Some of the best burgers from local restaurants




Six categories, six marvelous and meaty sandwiches--here are some of our juicy favorites

By Patrick Evans-Hylton

Although there have been ground/minced beef dishes since at least the 12th century, it wasn’t until the 19th century that someone put raw meat to flame (and later, still, nestled it between two slices of bread) to create the predecessor of what we think of as today’s hamburger.

The exact origins are unknown, although it is agreed that the name comes from the German port of Hamburg, which was noted for raw beef dishes akin to today’s steak tartare, which came from the large Russian community living there. The Russians began favoring steak tartare when Genghis Khan’s grandson Kublai brought the Mongolian creation to Moscow in the 13th century.

Louis’ Lunch in New Haven, Conn. was the first place to serve a burger in America in 1895, so says the Library of Congress, and the first bun was crafted in 1916. Then came a succession of sandwiches, with the Golden Age of the hamburger starting with the explosion of McDonald’s after the chain was purchased by Ray Kroc in 1955. Today the hamburger continues to evolve—fast foodstyle, gourmet-style, vegetarian, sliders—with a dizzying array of categories. And, across Hampton Roads, there is a burger for just about every palate. We picked some of our favorite styles and some of our favorite burgers that fit those styles based on lots of research—tasty, tasty research—and present our findings, with all the fixings, to you.


The Ultimate Hamburger
HRM Food Editor shows how to create a classic at home

It seems that just about everyone loves a hamburger, and we’ve got the ultimate recipe for folks to try at home. The classic becomes the ultimate burger with the use of fresh, local products; just about every component in the dish comes from a Virginia source. Because some ingredients are seasonal, and because some also take an extra step in purchasing, substitutions can be made with items you’d find at your local grocer. That said, try to source as many of the items locally as possible.
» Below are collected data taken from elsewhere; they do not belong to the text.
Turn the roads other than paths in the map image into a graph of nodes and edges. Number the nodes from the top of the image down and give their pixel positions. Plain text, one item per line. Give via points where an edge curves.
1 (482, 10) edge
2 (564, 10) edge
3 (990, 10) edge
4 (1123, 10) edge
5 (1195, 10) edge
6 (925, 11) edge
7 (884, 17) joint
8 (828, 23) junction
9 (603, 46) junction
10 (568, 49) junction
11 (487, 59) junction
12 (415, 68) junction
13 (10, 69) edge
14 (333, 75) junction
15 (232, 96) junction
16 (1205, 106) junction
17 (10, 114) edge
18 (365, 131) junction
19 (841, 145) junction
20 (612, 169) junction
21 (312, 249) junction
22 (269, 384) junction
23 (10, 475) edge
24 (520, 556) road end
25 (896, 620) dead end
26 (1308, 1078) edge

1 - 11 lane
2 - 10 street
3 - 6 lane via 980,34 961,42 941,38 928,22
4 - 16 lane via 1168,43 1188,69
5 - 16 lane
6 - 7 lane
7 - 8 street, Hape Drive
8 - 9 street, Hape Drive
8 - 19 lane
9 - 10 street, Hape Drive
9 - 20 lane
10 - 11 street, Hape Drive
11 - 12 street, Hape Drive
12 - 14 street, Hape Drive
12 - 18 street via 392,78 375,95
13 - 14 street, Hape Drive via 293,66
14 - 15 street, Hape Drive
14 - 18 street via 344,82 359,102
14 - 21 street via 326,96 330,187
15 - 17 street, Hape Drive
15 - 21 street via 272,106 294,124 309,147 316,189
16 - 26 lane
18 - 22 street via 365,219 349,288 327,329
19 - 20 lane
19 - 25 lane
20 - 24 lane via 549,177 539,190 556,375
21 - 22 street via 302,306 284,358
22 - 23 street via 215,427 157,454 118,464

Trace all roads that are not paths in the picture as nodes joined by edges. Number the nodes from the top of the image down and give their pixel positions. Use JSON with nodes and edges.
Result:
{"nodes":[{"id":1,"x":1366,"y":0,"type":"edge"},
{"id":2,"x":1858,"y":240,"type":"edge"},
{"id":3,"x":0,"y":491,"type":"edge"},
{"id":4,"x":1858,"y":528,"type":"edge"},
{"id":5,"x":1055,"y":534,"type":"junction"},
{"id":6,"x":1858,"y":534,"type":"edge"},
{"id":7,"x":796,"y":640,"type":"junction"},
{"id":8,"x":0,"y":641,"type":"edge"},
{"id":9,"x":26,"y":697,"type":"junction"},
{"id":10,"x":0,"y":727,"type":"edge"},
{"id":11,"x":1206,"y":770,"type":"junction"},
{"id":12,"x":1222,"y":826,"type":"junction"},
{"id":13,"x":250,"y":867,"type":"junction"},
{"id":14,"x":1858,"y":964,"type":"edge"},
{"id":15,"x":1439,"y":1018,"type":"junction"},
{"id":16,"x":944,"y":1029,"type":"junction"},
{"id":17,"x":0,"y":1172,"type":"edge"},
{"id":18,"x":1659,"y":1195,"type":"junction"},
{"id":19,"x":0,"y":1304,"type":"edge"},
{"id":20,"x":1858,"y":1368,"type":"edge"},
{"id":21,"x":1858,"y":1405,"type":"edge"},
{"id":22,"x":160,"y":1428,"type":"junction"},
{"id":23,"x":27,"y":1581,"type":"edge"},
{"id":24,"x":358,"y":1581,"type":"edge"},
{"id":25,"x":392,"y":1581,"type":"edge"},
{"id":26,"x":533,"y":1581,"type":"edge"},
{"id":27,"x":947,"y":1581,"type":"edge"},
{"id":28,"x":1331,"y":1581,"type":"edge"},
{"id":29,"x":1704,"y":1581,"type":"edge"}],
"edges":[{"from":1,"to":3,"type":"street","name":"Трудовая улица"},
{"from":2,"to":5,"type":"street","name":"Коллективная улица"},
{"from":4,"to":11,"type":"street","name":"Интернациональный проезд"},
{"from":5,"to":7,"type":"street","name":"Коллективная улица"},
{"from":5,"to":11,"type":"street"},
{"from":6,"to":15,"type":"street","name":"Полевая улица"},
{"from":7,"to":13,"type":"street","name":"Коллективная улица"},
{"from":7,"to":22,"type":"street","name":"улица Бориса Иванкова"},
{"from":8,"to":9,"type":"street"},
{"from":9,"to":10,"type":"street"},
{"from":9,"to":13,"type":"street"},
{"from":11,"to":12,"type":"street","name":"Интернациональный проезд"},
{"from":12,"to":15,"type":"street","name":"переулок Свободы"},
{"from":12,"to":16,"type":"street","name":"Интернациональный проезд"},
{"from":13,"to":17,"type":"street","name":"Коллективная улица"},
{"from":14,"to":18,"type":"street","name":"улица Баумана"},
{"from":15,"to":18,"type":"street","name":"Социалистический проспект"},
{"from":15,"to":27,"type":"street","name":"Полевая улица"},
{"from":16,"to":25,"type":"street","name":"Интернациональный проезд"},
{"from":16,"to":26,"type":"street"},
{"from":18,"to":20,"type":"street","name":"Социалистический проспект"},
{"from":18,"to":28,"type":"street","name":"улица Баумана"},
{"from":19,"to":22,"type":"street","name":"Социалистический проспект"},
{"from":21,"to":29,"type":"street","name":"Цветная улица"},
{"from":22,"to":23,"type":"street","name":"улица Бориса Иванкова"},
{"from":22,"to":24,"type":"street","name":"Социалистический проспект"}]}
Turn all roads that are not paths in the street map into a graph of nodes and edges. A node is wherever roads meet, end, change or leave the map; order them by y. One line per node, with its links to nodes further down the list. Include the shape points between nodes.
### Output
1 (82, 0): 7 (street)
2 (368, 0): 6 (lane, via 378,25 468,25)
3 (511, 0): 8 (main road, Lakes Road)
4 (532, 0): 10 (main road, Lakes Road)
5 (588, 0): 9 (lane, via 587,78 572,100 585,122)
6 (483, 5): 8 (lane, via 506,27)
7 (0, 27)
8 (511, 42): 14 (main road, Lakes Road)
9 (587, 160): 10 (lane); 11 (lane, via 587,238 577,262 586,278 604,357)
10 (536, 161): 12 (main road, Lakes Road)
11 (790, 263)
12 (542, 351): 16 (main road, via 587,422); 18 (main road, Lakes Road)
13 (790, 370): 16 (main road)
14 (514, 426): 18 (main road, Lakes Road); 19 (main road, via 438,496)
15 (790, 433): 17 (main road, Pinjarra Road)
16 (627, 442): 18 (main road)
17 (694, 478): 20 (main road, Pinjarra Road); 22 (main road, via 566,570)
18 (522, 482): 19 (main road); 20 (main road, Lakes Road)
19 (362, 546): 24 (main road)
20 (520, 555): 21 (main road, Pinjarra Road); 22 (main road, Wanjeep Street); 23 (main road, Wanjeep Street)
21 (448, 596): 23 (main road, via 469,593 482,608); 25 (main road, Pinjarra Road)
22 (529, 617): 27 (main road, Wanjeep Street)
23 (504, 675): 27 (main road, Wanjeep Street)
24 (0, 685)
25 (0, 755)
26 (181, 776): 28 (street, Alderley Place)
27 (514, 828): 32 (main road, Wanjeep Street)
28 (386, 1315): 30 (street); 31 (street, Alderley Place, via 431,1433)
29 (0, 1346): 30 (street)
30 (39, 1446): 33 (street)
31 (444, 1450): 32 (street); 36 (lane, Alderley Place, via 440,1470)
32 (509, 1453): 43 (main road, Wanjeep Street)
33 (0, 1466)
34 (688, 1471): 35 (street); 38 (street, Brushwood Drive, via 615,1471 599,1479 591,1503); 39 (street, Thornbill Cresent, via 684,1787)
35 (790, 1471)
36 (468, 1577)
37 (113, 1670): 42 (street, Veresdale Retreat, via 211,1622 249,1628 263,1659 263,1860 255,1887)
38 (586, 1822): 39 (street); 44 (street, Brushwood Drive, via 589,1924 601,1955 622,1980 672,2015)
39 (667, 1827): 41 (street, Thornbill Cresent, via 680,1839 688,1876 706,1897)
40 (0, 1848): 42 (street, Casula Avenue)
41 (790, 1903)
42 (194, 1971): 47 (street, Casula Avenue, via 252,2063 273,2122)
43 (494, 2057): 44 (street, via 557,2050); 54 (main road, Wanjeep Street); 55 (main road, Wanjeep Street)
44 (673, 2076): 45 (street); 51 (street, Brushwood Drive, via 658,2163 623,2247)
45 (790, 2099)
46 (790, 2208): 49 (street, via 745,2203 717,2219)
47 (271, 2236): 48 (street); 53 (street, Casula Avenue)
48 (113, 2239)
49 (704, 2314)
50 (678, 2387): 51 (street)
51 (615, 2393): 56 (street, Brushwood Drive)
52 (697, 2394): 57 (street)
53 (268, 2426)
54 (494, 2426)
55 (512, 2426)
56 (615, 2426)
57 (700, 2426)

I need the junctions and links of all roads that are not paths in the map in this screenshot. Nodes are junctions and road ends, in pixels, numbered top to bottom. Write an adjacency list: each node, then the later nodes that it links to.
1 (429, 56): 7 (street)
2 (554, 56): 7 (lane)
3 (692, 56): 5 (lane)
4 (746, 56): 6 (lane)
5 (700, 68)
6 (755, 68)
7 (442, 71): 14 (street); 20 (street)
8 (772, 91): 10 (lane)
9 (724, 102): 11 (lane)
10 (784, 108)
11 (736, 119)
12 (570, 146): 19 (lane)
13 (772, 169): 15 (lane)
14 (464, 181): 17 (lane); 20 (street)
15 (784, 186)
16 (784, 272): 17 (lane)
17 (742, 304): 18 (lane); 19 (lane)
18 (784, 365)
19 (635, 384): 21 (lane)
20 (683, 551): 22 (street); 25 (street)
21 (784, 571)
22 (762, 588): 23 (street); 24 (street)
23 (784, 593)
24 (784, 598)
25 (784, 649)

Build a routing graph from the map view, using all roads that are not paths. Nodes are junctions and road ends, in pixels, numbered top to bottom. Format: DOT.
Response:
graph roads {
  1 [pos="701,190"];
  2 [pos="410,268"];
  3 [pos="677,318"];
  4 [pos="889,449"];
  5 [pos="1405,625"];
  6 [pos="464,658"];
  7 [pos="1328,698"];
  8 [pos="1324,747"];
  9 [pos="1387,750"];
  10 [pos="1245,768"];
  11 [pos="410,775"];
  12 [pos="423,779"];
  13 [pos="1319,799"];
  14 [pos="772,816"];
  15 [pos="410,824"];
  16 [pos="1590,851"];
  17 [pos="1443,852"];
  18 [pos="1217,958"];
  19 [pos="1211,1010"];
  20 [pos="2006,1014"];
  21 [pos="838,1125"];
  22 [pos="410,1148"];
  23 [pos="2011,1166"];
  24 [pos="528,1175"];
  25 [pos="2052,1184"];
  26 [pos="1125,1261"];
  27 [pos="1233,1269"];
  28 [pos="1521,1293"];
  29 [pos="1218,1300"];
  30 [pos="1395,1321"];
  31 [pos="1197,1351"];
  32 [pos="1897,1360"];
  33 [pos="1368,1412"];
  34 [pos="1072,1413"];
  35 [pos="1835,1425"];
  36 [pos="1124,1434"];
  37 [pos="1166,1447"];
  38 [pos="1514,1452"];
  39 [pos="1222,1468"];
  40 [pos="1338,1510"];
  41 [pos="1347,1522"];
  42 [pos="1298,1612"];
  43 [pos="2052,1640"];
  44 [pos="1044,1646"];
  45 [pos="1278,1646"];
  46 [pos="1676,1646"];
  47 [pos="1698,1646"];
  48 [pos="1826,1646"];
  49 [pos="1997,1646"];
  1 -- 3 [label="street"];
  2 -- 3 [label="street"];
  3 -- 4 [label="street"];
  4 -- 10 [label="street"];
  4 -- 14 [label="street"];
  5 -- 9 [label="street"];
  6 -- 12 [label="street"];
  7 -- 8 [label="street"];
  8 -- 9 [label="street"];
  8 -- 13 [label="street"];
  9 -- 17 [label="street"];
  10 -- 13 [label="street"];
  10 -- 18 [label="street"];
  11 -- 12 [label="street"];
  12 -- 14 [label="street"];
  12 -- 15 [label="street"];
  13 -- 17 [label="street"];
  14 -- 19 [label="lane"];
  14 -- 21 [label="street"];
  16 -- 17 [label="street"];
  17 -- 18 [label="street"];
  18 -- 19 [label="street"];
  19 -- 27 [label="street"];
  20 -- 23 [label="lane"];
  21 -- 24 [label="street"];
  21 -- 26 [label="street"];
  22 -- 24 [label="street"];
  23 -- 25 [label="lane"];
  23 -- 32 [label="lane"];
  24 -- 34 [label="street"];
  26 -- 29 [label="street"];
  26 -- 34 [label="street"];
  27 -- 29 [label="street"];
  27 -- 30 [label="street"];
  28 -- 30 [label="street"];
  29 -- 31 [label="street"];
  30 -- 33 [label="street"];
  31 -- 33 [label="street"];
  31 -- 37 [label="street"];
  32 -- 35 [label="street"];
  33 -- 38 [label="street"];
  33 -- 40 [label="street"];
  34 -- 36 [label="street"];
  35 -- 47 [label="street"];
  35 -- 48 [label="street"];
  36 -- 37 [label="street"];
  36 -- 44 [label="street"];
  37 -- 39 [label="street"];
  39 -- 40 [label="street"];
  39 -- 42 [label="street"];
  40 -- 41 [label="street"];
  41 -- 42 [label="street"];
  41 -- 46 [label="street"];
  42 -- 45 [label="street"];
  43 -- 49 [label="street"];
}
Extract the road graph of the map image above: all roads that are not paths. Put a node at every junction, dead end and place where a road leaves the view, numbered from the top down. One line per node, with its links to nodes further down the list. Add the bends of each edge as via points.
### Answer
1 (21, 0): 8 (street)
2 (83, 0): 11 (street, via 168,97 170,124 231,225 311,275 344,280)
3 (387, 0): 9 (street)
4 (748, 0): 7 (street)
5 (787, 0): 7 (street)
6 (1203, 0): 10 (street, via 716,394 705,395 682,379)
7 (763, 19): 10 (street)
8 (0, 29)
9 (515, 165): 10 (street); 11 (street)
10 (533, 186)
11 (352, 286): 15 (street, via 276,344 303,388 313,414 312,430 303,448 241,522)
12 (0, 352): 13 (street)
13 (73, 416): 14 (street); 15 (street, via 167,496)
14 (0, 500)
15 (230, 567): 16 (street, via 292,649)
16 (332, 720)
You will not only tell a difference in the quality of the finished product, but you will be helping Virginia’s economy as well.

Our ground beef came from Gryffon’s Aerie near Charlottesville (www.GryffonsAerie.com), which sells its products in a number of markets and also by mail order. What makes the meat special from Gryffon’s Aerie is the use of heritage breeds raised humanely and on fresh pasture. If you use a substitute, look for similar qualities. The goat cheese used came from Caromont Farms, also near Charlottesville (www.CaromontFarm.com), which uses the farmstead principals of cheesemaking from milk from their own animals.

Burger fixings came from one of our local farmers market, Old Beach Farmers Market in Virginia Beach (www.OldBeachFarmersMarket.com), in season; use a farm market near you or look for the freshest produce you can find at your supermarket.

The Ultimate Hamburger
Ingredients
2 ounces blue cheese • 4 ounces goat cheese
2 pounds ground beef • Fixings
Mustard-Wine Sauce (see note) • Buns

Method
Combine blue cheese and goat cheese and divide into four equal parts. Roll in hand to form a ball and place in refrigerator at least 30 minutes to firm.

Divide ground beef into four equal parts. Roll in hand to form ball and make an indentation in the center of each ball. Stuff the blue/goat cheese ball into the ground beef indentation and seal closed. Gently press beef patty flat.

Heat a skillet or grill pan; if the meat is very lean, you may need to add a little oil to the pan. Cook two burgers at a time; place patties in the pan and cook for 2 to 4 minutes, then flip and cook for about 2 or 3 minutes.

Be careful to not press the patty or it will release natural juices. A one-inch thick hamburger takes about 3 minutes per side to reach rare; cook for about 4 minutes for medium burgers and about 5-1/2 minutes for a well-done burger.

Serve on artisan buns with lettuce, tomato, onion and our mustard-wine sauce. To make the mustard-wine sauce, add about one tablespoon of red wine to eight tablespoons of Dijon mustard and stir to incorporate.